Single-cell transcriptional analysis of taste sensory neuron pair in Caenorhabditis elegans

Abstract

The nervous system is composed of a wide variety of neurons. A description of the transcriptional profiles of each neuron would yield enormous information about the molecular mechanisms that define morphological or functional characteristics. Here we show that RNA isolation from single neurons is feasible by using an optimized mRNA tagging method. This method extracts transcripts in the target cells by co-immunoprecipitation of the complexes of RNA and epitope-tagged poly(A) binding protein expressed specifically in the cells.

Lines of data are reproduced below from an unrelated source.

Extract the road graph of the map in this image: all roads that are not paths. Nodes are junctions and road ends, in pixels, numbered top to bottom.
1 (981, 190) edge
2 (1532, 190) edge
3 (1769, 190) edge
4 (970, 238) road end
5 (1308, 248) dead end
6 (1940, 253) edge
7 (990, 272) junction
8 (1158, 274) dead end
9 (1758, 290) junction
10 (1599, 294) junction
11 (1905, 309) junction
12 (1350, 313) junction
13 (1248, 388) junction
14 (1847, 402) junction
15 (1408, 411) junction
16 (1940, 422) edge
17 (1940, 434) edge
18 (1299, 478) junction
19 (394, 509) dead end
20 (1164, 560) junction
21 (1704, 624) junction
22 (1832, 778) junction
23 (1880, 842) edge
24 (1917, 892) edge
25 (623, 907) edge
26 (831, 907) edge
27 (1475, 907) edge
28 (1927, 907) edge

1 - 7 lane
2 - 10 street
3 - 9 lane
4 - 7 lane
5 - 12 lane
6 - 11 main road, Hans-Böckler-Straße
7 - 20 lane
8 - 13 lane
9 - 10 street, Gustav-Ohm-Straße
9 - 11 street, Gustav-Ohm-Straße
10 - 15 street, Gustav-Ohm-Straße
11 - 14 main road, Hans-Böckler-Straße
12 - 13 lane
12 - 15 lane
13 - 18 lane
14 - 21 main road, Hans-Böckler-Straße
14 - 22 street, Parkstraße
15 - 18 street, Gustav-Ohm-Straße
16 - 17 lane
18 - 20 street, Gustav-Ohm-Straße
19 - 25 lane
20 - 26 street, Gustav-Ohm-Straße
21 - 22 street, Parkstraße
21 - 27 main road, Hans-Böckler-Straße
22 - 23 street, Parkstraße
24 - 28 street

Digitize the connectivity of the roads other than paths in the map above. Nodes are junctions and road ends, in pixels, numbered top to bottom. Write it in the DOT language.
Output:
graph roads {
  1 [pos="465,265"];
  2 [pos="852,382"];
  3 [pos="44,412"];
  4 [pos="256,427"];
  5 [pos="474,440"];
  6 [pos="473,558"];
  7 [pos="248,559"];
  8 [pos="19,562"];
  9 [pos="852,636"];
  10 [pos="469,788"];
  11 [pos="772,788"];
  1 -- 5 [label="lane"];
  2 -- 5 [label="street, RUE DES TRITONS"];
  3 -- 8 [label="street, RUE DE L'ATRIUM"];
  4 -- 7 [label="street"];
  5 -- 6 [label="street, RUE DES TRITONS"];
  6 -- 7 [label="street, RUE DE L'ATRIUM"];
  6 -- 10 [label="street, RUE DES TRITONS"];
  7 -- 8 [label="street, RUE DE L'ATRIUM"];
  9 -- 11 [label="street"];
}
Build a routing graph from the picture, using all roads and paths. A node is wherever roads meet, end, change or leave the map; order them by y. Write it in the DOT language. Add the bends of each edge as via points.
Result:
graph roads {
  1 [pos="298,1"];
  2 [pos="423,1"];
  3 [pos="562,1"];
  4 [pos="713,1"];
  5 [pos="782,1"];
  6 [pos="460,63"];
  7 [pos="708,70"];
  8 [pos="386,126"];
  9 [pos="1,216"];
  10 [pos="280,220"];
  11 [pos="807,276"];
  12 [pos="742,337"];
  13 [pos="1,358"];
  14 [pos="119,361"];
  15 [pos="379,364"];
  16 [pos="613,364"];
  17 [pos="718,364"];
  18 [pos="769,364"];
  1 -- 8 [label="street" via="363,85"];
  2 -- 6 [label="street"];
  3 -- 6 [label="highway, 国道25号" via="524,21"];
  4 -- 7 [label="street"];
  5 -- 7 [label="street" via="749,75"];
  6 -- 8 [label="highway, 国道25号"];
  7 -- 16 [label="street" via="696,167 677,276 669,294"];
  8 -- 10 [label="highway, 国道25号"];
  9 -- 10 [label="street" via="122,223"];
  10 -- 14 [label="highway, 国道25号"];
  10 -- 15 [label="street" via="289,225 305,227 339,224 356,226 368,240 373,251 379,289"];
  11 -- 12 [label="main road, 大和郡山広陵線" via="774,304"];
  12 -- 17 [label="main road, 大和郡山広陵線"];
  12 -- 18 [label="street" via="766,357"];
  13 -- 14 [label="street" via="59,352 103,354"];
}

With this method and genome-wide microarray, we compared the transcriptional profiles of two functionally different neurons in the main C. elegans gustatory neuron class ASE. Eight of the 13 known subtype-specific genes were successfully detected. Additionally, we identified nine novel genes including a receptor guanylyl cyclase, secreted proteins, a TRPC channel and uncharacterized genes conserved among nematodes, suggesting the two neurons are substantially different than previously thought. The expression of these novel genes was controlled by the previously known regulatory network for subtype differentiation. We also describe unique motif organization within individual gene groups classified by the expression patterns in ASE. Our study paves the way to the complete catalog of the expression profiles of individual C. elegans neurons.